Dit boek vertrekt van de vaststelling dat het Belgische recht geen algemene prijsverminderingsremedie kent in het verbintenissenrecht. Eerst maakt Sanne Jansen de lezer wegwijs in haar onderzoek: zij geeft een schets van de “réfaction” in de handelskoop en de “actio quanti minoris” in het gemeen kooprecht.
Vervolgens wordt aan de hand van een diepgravende analyse van de Europese soft-law instrumenten duidelijk gemaakt dat er twee kampen bestaan: de rechtsstelsels die de prijsvermindering niet erkennen in hun verbintenissenrecht (zoals het Belgische), en de rechtsstelsels die de prijsvermindering wél aanvaarden (zoals het Nederlandse recht en de soft-law).
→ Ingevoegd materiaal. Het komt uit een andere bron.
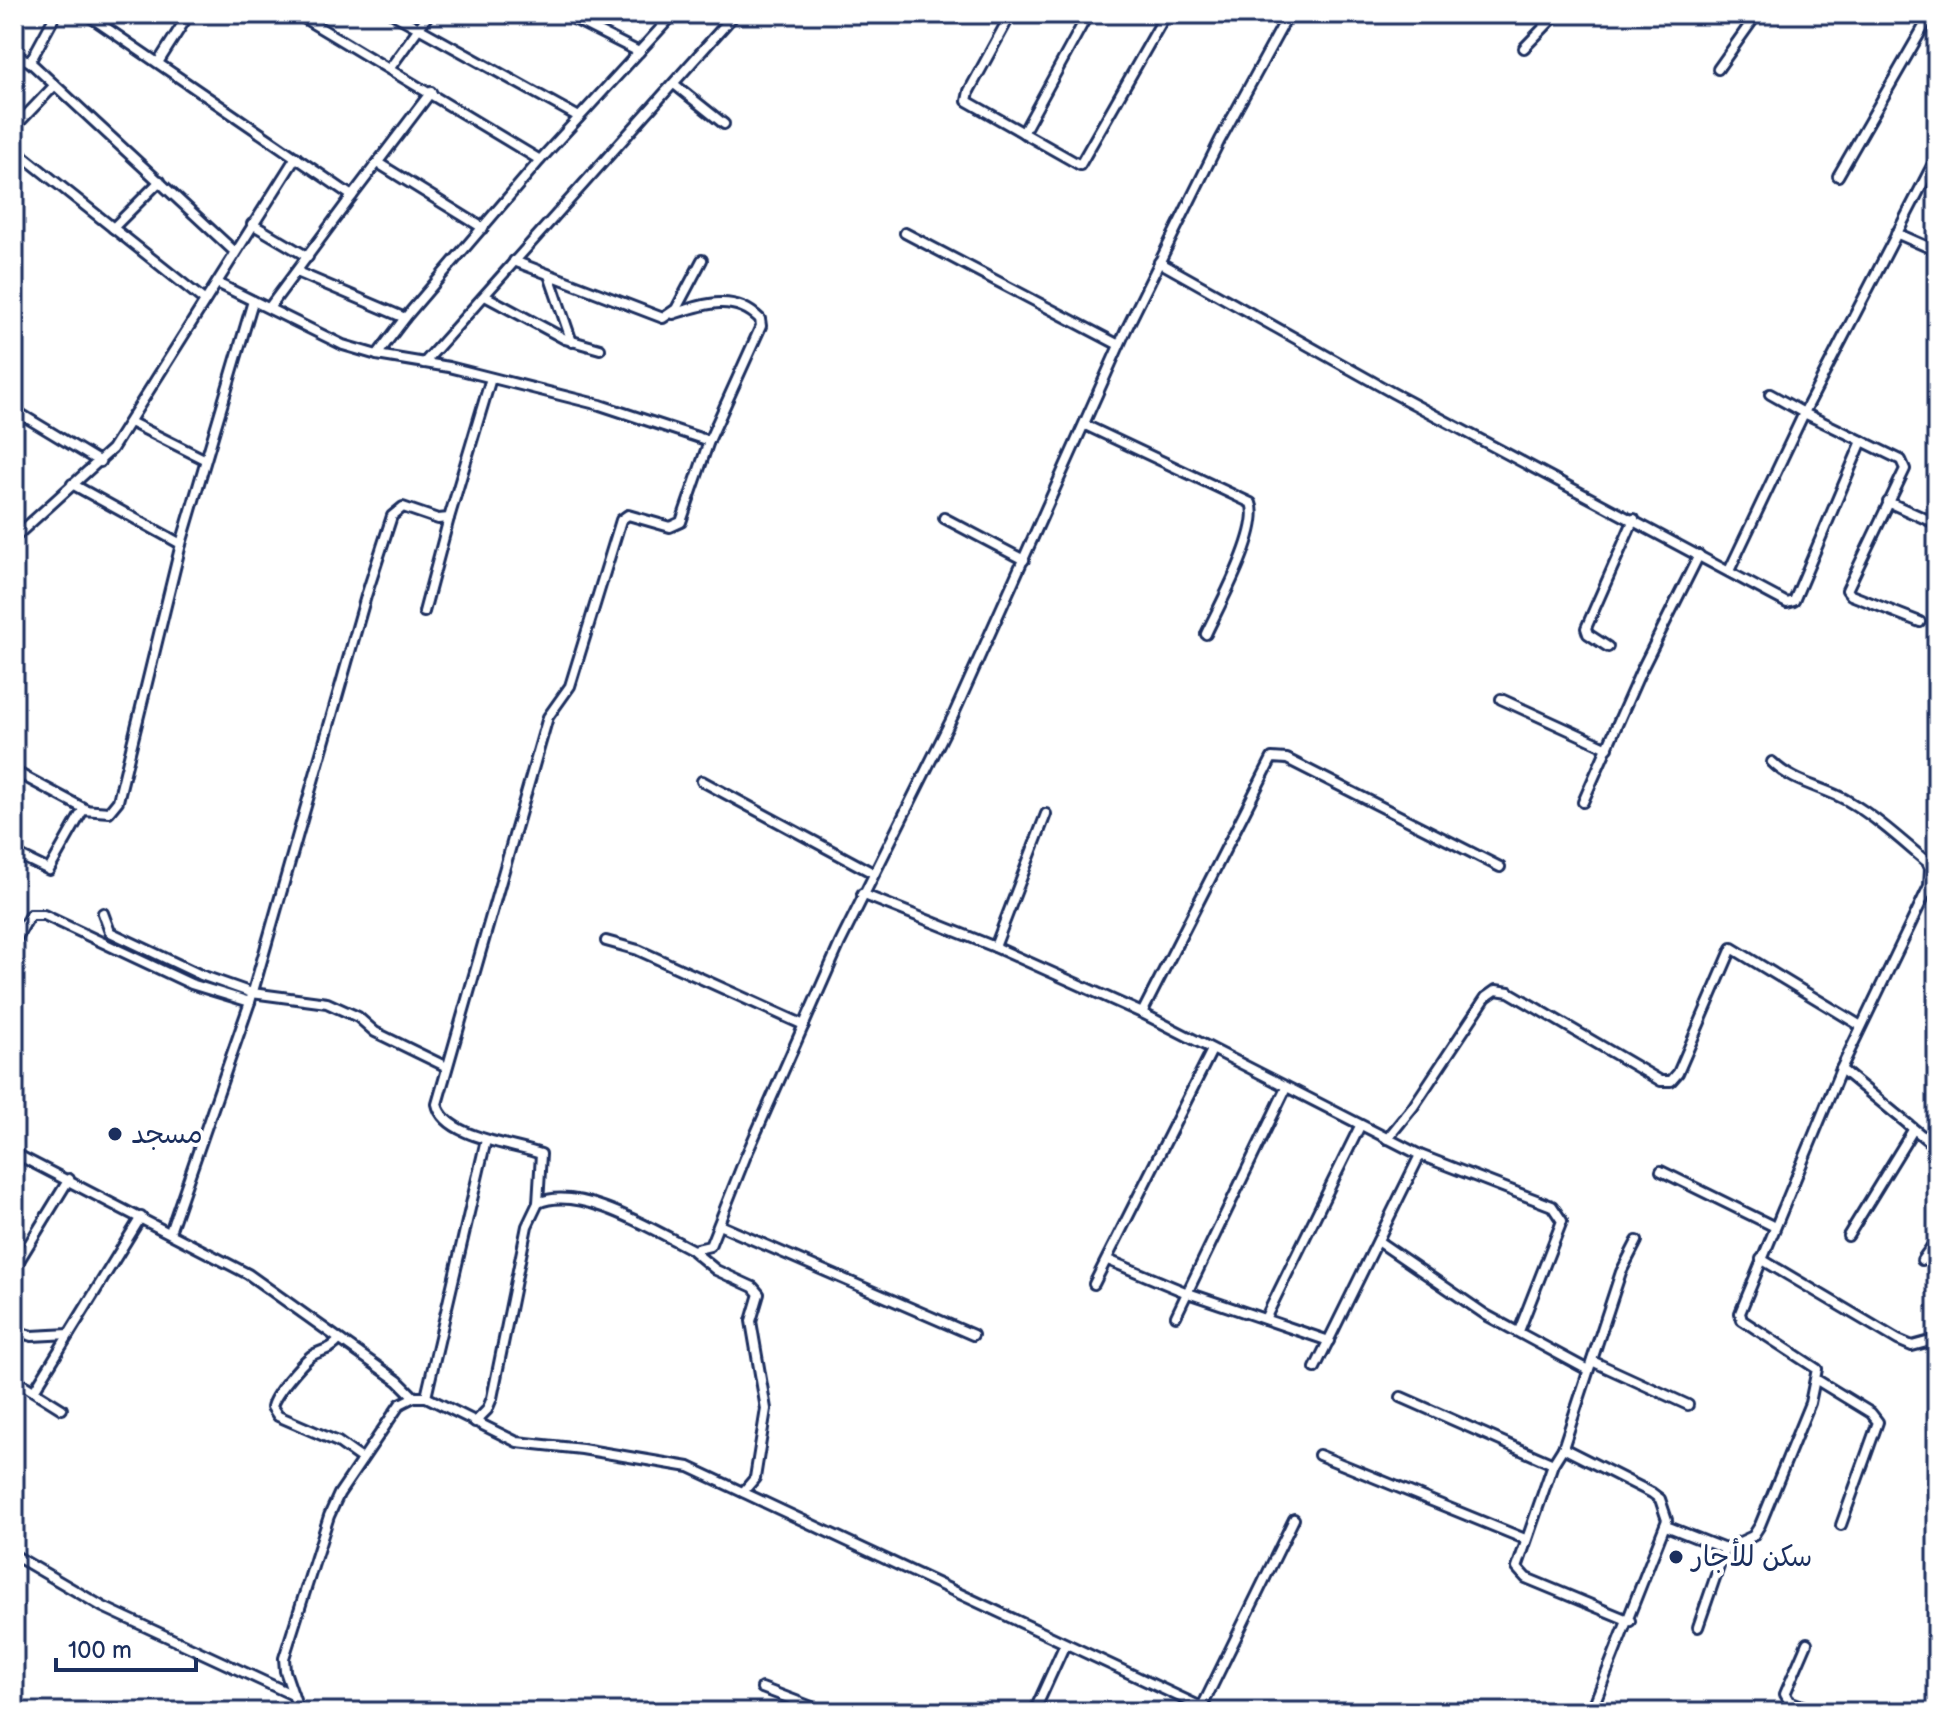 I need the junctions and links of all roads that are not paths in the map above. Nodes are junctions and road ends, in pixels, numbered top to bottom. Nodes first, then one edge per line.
1 (56, 14) edge
2 (86, 14) edge
3 (189, 14) edge
4 (297, 14) edge
5 (393, 14) edge
6 (429, 14) edge
7 (564, 14) edge
8 (735, 14) edge
9 (1011, 14) edge
10 (1088, 14) edge
11 (1166, 14) edge
12 (1557, 14) edge
13 (1757, 14) edge
14 (1931, 14) edge
15 (671, 17) dead end
16 (1285, 21) dead end
17 (419, 26) junction
18 (1524, 48) dead end
19 (639, 52) junction
20 (14, 54) edge
21 (159, 61) junction
22 (30, 62) junction
23 (390, 68) junction
24 (1718, 69) dead end
25 (674, 84) junction
26 (54, 86) junction
27 (431, 92) junction
28 (579, 117) junction
29 (724, 124) dead end
30 (14, 128) edge
31 (1023, 133) junction
32 (14, 149) edge
33 (1937, 156) edge
34 (296, 157) junction
35 (540, 160) junction
36 (378, 163) junction
37 (1838, 176) dead end
38 (160, 181) junction
39 (352, 196) junction
40 (252, 224) junction
41 (113, 228) junction
42 (483, 228) junction
43 (905, 233) dead end
44 (1896, 233) junction
45 (1937, 251) edge
46 (235, 252) junction
47 (308, 257) junction
48 (702, 260) dead end
49 (514, 261) junction
50 (1159, 262) junction
51 (297, 272) junction
52 (549, 275) junction
53 (217, 283) junction
54 (485, 296) junction
55 (205, 301) junction
56 (253, 301) junction
57 (269, 308) junction
58 (673, 314) junction
59 (405, 318) junction
60 (572, 342) junction
61 (1119, 345) junction
62 (600, 349) dead end
63 (377, 355) junction
64 (424, 363) junction
65 (491, 378) junction
66 (1770, 394) dead end
67 (14, 410) edge
68 (1804, 413) junction
69 (130, 422) junction
70 (1085, 425) junction
71 (709, 441) junction
72 (1862, 441) junction
73 (204, 459) junction
74 (100, 462) junction
75 (72, 484) junction
76 (1888, 502) junction
77 (449, 518) junction
78 (944, 518) dead end
79 (1634, 519) junction
80 (1937, 524) edge
81 (14, 538) edge
82 (181, 544) junction
83 (1699, 555) junction
84 (1024, 560) junction
85 (1729, 571) junction
86 (424, 612) dead end
87 (1920, 622) dead end
88 (1206, 634) dead end
89 (1608, 647) dead end
90 (1501, 699) dead end
91 (1608, 748) junction
92 (1772, 762) dead end
93 (14, 771) edge
94 (702, 781) dead end
95 (1583, 802) dead end
96 (85, 809) junction
97 (1046, 814) dead end
98 (14, 853) edge
99 (1500, 867) dead end
100 (873, 873) junction
101 (862, 894) junction
102 (103, 913) dead end
103 (606, 941) dead end
104 (14, 943) edge
105 (995, 947) junction
106 (251, 997) junction
107 (1142, 1013) junction
108 (804, 1025) junction
109 (1861, 1026) junction
110 (1212, 1050) junction
111 (447, 1067) junction
112 (1841, 1069) junction
113 (1286, 1088) junction
114 (1360, 1126) junction
115 (1913, 1130) junction
116 (1387, 1139) junction
117 (486, 1140) junction
118 (1937, 1148) edge
119 (14, 1153) edge
120 (1420, 1155) junction
121 (1661, 1171) dead end
122 (69, 1179) junction
123 (538, 1203) junction
124 (141, 1217) junction
125 (719, 1225) junction
126 (1773, 1226) junction
127 (170, 1232) junction
128 (1848, 1236) dead end
129 (1937, 1239) edge
130 (1378, 1241) junction
131 (1637, 1241) dead end
132 (693, 1250) junction
133 (1761, 1259) junction
134 (1108, 1260) junction
135 (1922, 1260) dead end
136 (14, 1269) edge
137 (1094, 1284) dead end
138 (1185, 1292) junction
139 (1176, 1316) dead end
140 (1265, 1319) junction
141 (14, 1331) edge
142 (1519, 1331) junction
143 (69, 1334) junction
144 (973, 1335) dead end
145 (339, 1340) junction
146 (1934, 1340) dead end
147 (1329, 1341) junction
148 (1590, 1365) junction
149 (1315, 1368) dead end
150 (14, 1379) edge
151 (1817, 1380) junction
152 (34, 1391) junction
153 (414, 1397) junction
154 (426, 1397) junction
155 (1401, 1397) dead end
156 (1688, 1405) dead end
157 (62, 1409) dead end
158 (475, 1422) junction
159 (1563, 1448) junction
160 (1319, 1455) dead end
161 (362, 1459) junction
162 (1553, 1464) junction
163 (743, 1492) junction
164 (1294, 1519) dead end
165 (1841, 1525) dead end
166 (1666, 1526) junction
167 (1525, 1539) junction
168 (1725, 1549) junction
169 (14, 1555) edge
170 (1630, 1621) junction
171 (1698, 1627) dead end
172 (1807, 1643) dead end
173 (1065, 1644) junction
174 (762, 1688) dead end
175 (293, 1695) junction
176 (1202, 1707) junction
177 (299, 1712) edge
178 (825, 1712) edge
179 (1034, 1712) edge
180 (1212, 1712) edge
181 (1591, 1712) edge
182 (1818, 1712) edge

1 - 22 street
2 - 21 street
3 - 21 street
4 - 23 street
5 - 17 street
6 - 17 street
7 - 19 street
8 - 25 street
9 - 31 street
10 - 31 street
11 - 31 street
12 - 18 street
13 - 24 street
14 - 37 street
15 - 19 street
16 - 50 street
17 - 23 street
17 - 28 street
19 - 28 street
20 - 22 street
21 - 34 street
22 - 26 street
23 - 27 street
25 - 29 street
25 - 49 street
26 - 30 street
26 - 38 street
27 - 35 street
27 - 36 street
28 - 35 street
32 - 41 street
33 - 44 street
34 - 39 street
34 - 40 street
35 - 42 street
36 - 39 street
36 - 42 street
38 - 41 street
38 - 46 street
39 - 47 street
40 - 46 street
40 - 47 street
41 - 55 street
42 - 59 street
43 - 61 street
44 - 45 street
44 - 68 street
46 - 53 street
47 - 51 street
48 - 58 street
49 - 52 street
49 - 54 street
50 - 61 street
50 - 79 street
51 - 57 street
51 - 59 street
52 - 58 street
52 - 60 street
53 - 55 street
53 - 56 street
54 - 60 street
54 - 64 street
55 - 69 street
56 - 57 street
56 - 73 street
57 - 63 street
58 - 71 street
59 - 63 street
60 - 62 street
61 - 70 street
63 - 64 street
64 - 65 street
65 - 71 street
65 - 77 street
66 - 68 street
67 - 74 street
68 - 72 street
68 - 85 street
69 - 73 street
69 - 74 street
70 - 84 street
70 - 88 street
71 - 111 street
72 - 76 street
72 - 85 street
73 - 82 street
74 - 75 street
75 - 81 street
75 - 82 street
76 - 80 street
76 - 87 street
77 - 86 street
77 - 106 street
78 - 84 street
79 - 83 street
79 - 89 street
82 - 96 street
83 - 85 street
83 - 91 street
84 - 100 street
90 - 91 street
91 - 95 street
92 - 109 street
93 - 96 street
94 - 100 street
96 - 98 street
97 - 105 street
99 - 107 street
100 - 101 street
101 - 105 street
101 - 108 street
102 - 106 street
103 - 108 street
104 - 106 street
105 - 107 street
106 - 111 street
106 - 127 street
107 - 110 street
108 - 125 street
109 - 112 street
109 - 116 street
110 - 113 street
110 - 134 street
111 - 117 street
112 - 115 street
112 - 126 street
113 - 114 street
113 - 138 street
114 - 116 street
114 - 140 street
115 - 118 street
115 - 128 street
116 - 120 street
117 - 123 street
117 - 154 street
119 - 122 street
120 - 130 street
120 - 142 street
121 - 126 street
122 - 124 street
122 - 136 street
123 - 132 street
123 - 158 street
124 - 127 street
124 - 143 street
125 - 132 street
125 - 144 street
126 - 133 street
127 - 145 street
129 - 135 street
130 - 142 street
130 - 147 street
131 - 148 street
132 - 163 street
133 - 146 street
133 - 151 street
134 - 137 street
134 - 138 street
138 - 139 street
138 - 140 street
140 - 147 street
141 - 143 street
142 - 148 street
143 - 152 street
145 - 153 street
145 - 161 street
147 - 149 street
148 - 156 street
148 - 159 street
150 - 152 street
151 - 165 street
151 - 168 street
152 - 157 street
153 - 154 street
153 - 161 street
154 - 158 street
155 - 162 street
158 - 163 street
159 - 162 street
159 - 166 street
160 - 167 street
161 - 175 street
162 - 167 street
163 - 173 street
164 - 176 street
166 - 168 street
166 - 170 street
167 - 170 street
168 - 171 street
169 - 175 street
170 - 181 street
172 - 182 street
173 - 176 street
173 - 179 street
174 - 178 street
175 - 177 street
176 - 180 street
Het derde deel bevat een leerrijk onderzoek van de bestaande uiteenlopende toepassingen van de prijsvermindering in de koop- en de huurcontracten. Al de regimes van prijsvermindering worden onderzocht aan de hand van een vast stramien dat de vergelijking toelaat: toepassingsvoorwaarden, rol van partijen en rechter, berekeningswijze van de prijsvermindering. Zo worden bv. vergeleken de prijsvermindering in de internationale roerende handelskoop (art. 50 CISG), de prijsvermindering in de consumentenkoop, de réfaction in de handelskoop en de gemeenrechtelijke actio quanti minoris (art. 1644 BW).
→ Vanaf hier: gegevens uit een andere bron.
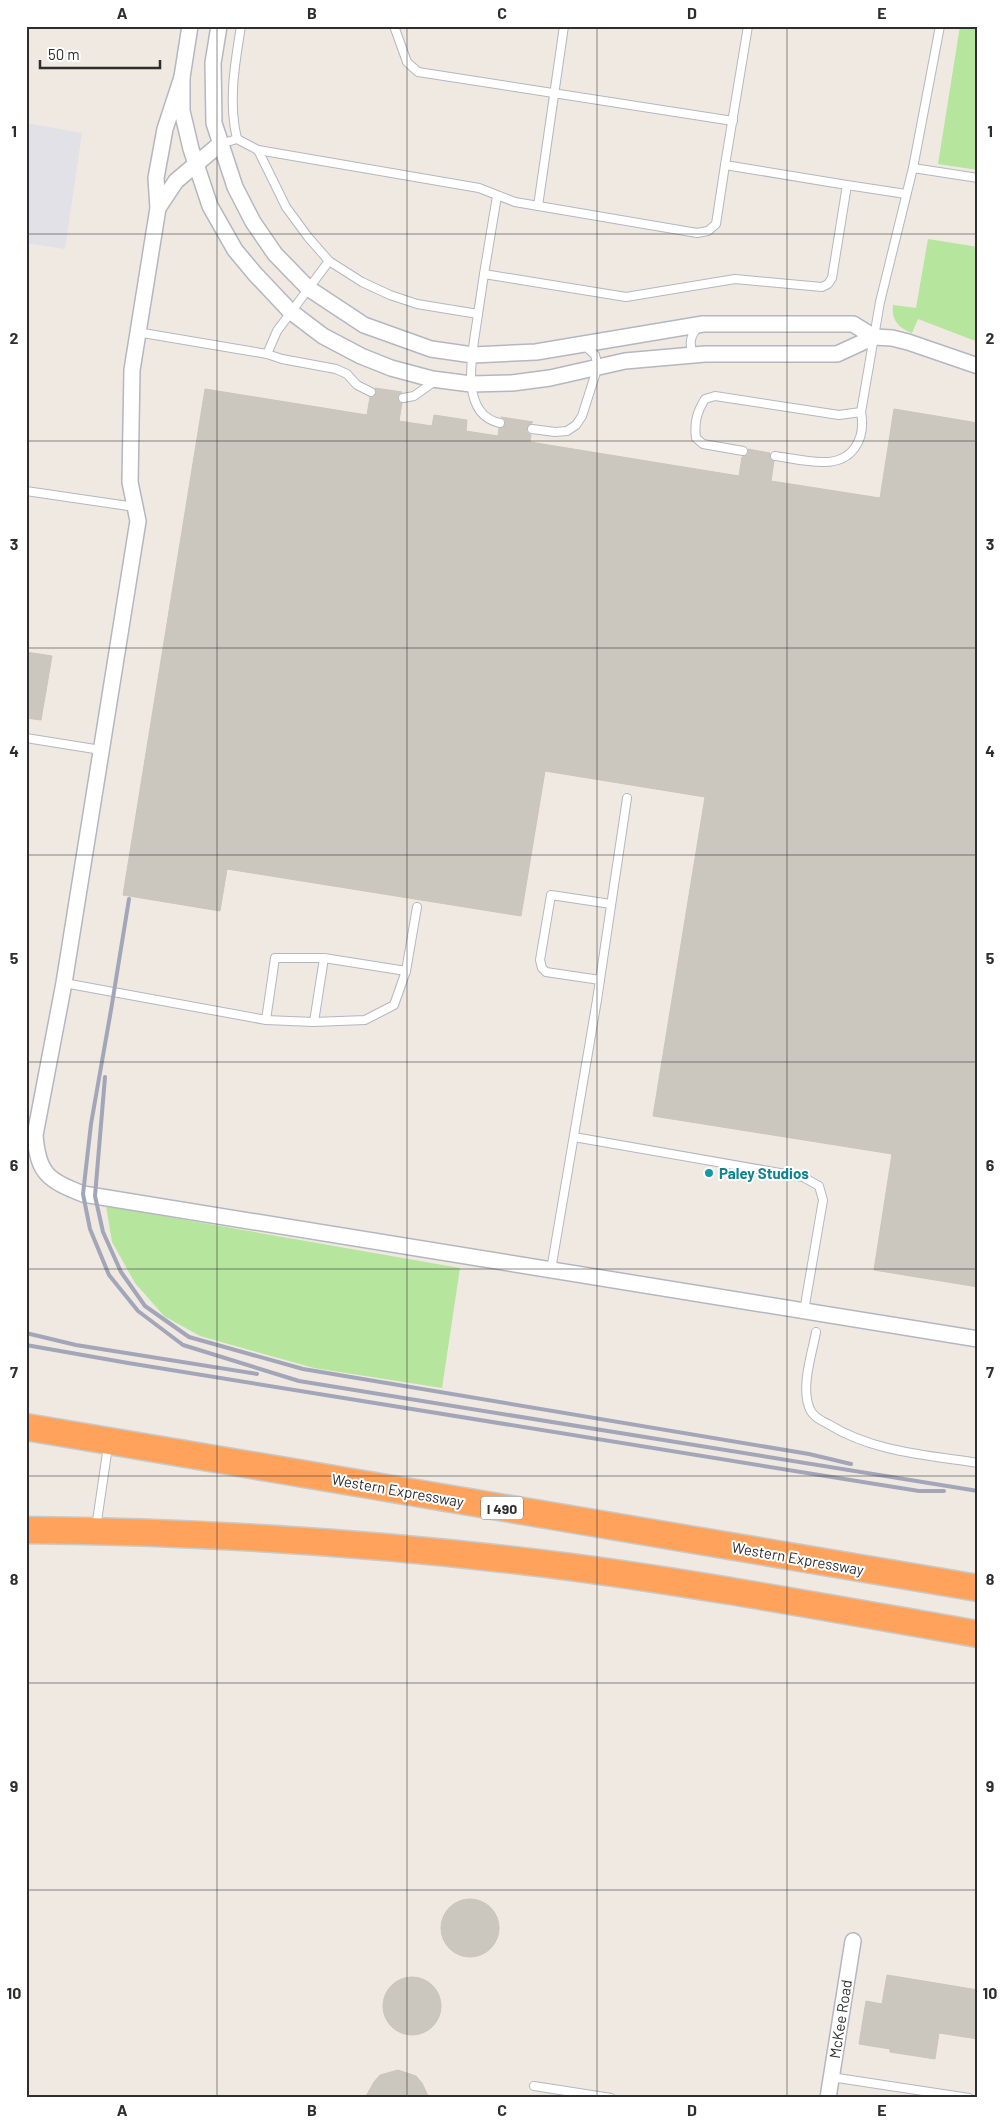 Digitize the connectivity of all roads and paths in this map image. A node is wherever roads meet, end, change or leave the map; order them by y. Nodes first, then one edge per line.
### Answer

Het vierde deel van het boek is bijzonder waardevol voor de praktijk. Ze toont aan dat prijsvermindering een autonome remedie moet worden voor niet-essentiële tekortkomingen in wederkerige contracten en bij samenhangende verbintenissen, dat zowel gerechtelijk als buitengerechtelijk kan toegepast worden, ongeacht of de tekortkoming toerekenbaar of niet-toerekenbaar is, en dat uitmondt op een proportioneel berekende vermindering van de prijs.